Les défenseurs du séquençage génomique appellent à un renforcement des infrastructures de réponse à la pandémie

In Plaidoyer mondial, À la une à l'échelle mondiale, Actualités, Vaccinons notre monde par Fiona Ip

Le Réseau des défenseurs du séquençage génomique (GSAN) a récemment publié une lettre ouverte à l'Organe intergouvernemental de négociation (OIN) de l'Assemblée mondiale de la santé, dans laquelle il appelait à l'inclusion de 10 points spécifiques pour améliorer la surveillance génomique et la coopération internationale dans le prochain accord régissant la prévention, la préparation et la réponse aux pandémies mondiales.

Lire les Texte intégral de la lettre ouverte – et regardez ça court animé face  sur le séquençage génomique !

Le séquençage génomique (SG) utilise la surveillance virale pour identifier de nouveaux variants, établir un état des lieux de la situation dans les pays, les régions et à l'échelle mondiale, et modéliser les scénarios futurs. Le SG a également joué un rôle crucial dans la mise au point, en un temps record, de vaccins et de tests de diagnostic contre la COVID-19. Malheureusement, l'accès aux technologies de SG est inégal, tant au sein des pays qu'entre eux.

« La pandémie de COVID-19 a mis en lumière d’importantes inégalités en matière de santé à travers le monde », a déclaré le Dr Jorge Saavedra, directeur exécutif de l’Institut de santé publique mondiale de l’AHF à l’Université de Miami. « Si nous constatons l’inégalité d’accès aux vaccins, aux tests de diagnostic, aux équipements de protection individuelle et aux médicaments, nous devons également nous interroger sur l’insuffisance des capacités de réponse des systèmes de santé, notamment le manque d’accès aux technologies de séquençage génomique du SARS-CoV-2, le virus responsable de la COVID-19. »

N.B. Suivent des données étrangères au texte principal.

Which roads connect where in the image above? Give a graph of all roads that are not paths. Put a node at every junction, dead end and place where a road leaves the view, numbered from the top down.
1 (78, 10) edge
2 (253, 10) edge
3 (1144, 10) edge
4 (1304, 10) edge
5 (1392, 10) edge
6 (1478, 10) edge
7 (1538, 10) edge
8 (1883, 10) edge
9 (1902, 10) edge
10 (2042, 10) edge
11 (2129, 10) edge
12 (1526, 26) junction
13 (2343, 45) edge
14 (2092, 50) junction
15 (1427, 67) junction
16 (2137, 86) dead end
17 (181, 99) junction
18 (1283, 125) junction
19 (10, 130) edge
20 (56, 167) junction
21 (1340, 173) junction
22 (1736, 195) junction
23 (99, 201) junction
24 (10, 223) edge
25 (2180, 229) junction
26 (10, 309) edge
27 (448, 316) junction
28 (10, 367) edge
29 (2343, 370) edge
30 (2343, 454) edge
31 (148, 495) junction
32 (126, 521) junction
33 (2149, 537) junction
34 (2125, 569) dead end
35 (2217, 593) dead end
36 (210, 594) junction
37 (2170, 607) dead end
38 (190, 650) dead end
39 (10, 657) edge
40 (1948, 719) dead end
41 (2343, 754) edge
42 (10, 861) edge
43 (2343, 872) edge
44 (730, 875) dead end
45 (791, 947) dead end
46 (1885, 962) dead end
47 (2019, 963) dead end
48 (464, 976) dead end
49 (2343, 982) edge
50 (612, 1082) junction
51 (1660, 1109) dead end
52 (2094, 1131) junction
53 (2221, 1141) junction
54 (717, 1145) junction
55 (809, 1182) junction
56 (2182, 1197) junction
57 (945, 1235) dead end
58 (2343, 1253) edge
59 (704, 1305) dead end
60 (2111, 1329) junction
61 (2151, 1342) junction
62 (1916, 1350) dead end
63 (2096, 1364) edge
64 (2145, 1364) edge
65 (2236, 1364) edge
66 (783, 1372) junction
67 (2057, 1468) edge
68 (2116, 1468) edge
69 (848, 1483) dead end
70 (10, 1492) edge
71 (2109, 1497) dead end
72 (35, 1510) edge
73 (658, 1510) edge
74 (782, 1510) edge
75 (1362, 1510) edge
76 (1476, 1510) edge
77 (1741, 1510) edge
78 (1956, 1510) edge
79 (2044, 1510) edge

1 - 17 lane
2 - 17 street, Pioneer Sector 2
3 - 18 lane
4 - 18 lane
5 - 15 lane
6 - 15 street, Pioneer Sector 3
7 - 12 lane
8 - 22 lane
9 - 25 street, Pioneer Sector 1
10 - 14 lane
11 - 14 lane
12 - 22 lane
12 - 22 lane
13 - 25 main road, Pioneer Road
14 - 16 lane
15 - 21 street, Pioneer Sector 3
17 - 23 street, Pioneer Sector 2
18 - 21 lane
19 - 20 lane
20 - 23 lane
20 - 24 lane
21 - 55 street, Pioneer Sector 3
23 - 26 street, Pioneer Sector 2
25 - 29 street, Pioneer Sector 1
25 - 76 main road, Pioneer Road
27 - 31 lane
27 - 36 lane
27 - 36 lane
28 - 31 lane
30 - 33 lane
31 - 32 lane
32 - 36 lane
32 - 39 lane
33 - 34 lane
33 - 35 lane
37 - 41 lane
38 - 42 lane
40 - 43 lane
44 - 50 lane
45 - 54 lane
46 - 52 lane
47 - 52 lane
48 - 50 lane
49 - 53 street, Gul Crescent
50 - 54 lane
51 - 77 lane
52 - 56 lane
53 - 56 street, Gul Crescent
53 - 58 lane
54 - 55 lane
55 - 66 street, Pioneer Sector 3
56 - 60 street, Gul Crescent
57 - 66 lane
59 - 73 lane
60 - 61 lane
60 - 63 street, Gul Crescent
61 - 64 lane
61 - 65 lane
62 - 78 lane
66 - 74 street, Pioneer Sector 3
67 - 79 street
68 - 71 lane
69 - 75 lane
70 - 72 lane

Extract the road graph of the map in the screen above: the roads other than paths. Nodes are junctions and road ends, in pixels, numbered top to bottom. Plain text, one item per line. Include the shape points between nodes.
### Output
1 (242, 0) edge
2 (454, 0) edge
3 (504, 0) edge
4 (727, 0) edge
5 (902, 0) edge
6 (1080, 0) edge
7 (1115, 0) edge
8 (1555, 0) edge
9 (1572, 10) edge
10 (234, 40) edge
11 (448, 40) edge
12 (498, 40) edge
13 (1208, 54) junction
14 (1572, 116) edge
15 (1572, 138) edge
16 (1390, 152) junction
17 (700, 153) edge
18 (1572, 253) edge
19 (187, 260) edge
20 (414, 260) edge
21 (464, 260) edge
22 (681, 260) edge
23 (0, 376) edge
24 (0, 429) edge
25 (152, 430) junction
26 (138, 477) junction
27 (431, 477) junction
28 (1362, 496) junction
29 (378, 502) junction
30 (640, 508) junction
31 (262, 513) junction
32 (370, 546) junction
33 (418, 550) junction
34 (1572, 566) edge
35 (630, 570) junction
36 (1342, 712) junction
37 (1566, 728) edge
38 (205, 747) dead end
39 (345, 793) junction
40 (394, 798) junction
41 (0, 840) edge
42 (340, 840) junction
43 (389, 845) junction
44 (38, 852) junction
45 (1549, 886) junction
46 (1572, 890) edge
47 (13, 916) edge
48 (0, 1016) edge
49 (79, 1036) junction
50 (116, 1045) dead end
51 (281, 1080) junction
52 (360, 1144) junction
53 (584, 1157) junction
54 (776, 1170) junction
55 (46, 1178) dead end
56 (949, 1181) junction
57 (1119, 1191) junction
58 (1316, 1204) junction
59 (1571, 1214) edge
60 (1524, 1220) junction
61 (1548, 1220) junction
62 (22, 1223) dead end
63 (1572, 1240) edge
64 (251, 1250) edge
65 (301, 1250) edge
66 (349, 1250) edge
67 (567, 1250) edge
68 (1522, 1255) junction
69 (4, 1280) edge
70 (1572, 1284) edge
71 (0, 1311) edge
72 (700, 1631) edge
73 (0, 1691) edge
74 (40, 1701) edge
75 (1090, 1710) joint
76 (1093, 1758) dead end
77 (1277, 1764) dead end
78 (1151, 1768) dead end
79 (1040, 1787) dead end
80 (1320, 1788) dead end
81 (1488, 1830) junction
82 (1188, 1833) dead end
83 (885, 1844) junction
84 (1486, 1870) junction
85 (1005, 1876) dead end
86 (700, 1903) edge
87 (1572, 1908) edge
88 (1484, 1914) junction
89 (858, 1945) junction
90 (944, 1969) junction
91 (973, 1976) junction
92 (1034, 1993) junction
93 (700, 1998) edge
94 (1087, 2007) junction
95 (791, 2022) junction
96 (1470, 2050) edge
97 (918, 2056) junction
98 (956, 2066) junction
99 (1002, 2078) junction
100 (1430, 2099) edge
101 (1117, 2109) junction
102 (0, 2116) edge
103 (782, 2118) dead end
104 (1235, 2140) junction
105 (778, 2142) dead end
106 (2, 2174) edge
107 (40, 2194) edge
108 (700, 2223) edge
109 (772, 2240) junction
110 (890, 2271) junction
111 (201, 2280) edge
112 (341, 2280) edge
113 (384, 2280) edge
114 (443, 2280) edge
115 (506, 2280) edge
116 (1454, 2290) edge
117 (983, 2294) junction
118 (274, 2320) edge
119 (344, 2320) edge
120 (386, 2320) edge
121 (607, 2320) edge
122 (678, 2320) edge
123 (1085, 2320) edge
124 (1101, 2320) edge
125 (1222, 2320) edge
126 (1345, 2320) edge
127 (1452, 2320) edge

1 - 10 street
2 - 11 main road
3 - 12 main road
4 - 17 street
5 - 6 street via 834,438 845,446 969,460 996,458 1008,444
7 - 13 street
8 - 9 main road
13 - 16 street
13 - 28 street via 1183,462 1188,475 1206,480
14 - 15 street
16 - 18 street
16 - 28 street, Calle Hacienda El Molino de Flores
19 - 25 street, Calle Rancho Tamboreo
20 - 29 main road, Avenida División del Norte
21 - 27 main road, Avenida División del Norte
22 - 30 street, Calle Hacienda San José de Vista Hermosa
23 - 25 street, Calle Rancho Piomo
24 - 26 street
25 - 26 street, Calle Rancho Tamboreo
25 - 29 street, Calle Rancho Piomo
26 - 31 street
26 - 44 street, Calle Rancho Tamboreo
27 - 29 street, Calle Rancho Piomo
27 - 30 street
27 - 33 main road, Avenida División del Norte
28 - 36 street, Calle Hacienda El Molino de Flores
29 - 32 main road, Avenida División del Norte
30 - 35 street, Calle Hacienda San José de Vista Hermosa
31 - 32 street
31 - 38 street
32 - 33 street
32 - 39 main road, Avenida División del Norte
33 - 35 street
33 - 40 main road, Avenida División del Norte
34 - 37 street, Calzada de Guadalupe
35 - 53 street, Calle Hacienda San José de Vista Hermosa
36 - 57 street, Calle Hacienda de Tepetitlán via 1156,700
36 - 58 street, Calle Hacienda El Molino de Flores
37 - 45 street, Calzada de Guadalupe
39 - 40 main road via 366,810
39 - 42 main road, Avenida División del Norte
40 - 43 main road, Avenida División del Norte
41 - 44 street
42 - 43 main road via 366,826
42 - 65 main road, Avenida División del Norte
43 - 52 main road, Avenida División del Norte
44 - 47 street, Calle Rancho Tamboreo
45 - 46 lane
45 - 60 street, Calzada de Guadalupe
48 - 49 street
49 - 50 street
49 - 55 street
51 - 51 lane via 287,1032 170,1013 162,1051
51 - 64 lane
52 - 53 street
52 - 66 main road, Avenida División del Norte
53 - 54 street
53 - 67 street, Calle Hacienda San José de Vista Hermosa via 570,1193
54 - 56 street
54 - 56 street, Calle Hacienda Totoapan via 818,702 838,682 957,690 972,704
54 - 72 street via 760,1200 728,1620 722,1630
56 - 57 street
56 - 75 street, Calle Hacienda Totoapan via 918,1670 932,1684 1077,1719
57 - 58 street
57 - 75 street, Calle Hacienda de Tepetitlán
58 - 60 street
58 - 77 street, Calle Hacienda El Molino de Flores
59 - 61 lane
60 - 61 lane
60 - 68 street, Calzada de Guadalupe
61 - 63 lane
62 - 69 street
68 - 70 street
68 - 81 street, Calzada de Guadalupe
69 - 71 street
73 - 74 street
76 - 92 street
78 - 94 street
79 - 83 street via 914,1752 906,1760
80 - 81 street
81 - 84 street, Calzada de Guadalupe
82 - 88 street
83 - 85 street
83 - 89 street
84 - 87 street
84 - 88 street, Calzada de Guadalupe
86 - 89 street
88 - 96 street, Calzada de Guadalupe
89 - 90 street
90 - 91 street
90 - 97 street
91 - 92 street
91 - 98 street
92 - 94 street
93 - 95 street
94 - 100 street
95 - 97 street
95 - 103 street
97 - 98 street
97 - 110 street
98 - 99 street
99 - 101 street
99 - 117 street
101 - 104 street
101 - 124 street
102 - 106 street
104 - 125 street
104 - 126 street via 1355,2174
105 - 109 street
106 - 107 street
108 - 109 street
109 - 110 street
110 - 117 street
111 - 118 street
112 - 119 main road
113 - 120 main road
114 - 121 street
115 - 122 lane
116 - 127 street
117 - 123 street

C’est cette inégalité qui explique pourquoi la Fondation pour les soins de santé contre le sida (AHFL’AHF, par le biais de son Institut mondial de santé publique, a créé en 2021 un fonds de recherche destiné à soutenir et à développer les capacités de recherche en sciences sociales dans 14 institutions de renom réparties dans 15 pays. Ce fonds a permis la création du GSAN, qui regroupe tous les chercheurs principaux des projets soutenus par l’AHF.

« Nous avons besoin que les scientifiques, les décideurs, les responsables politiques, les universitaires et les autres parties prenantes unissent leurs voix pour inscrire le séquençage génomique à l’agenda mondial de la santé publique », a ajouté le Dr Saavedra. « Nous devons anticiper, et non réagir, face aux nouveaux agents pathogènes à potentiel épidémique. Nous exhortons l’Organe intergouvernemental de négociation à veiller à ce que le séquençage génomique soit considéré comme un outil essentiel pour y parvenir et éviter de nouvelles catastrophes telles que la crise actuelle de la COVID-19. »

Le séquençage génomique a démontré son immense valeur en contribuant à endiguer la pandémie actuelle. À moins que les dirigeants politiques ne renforcent les infrastructures existantes de prévention, de préparation et de réponse aux pandémies grâce à des efforts de coopération internationale tels que le séquençage génomique, le monde continuera de subir les conséquences des erreurs commises lors de cette épidémie et des futures pandémies.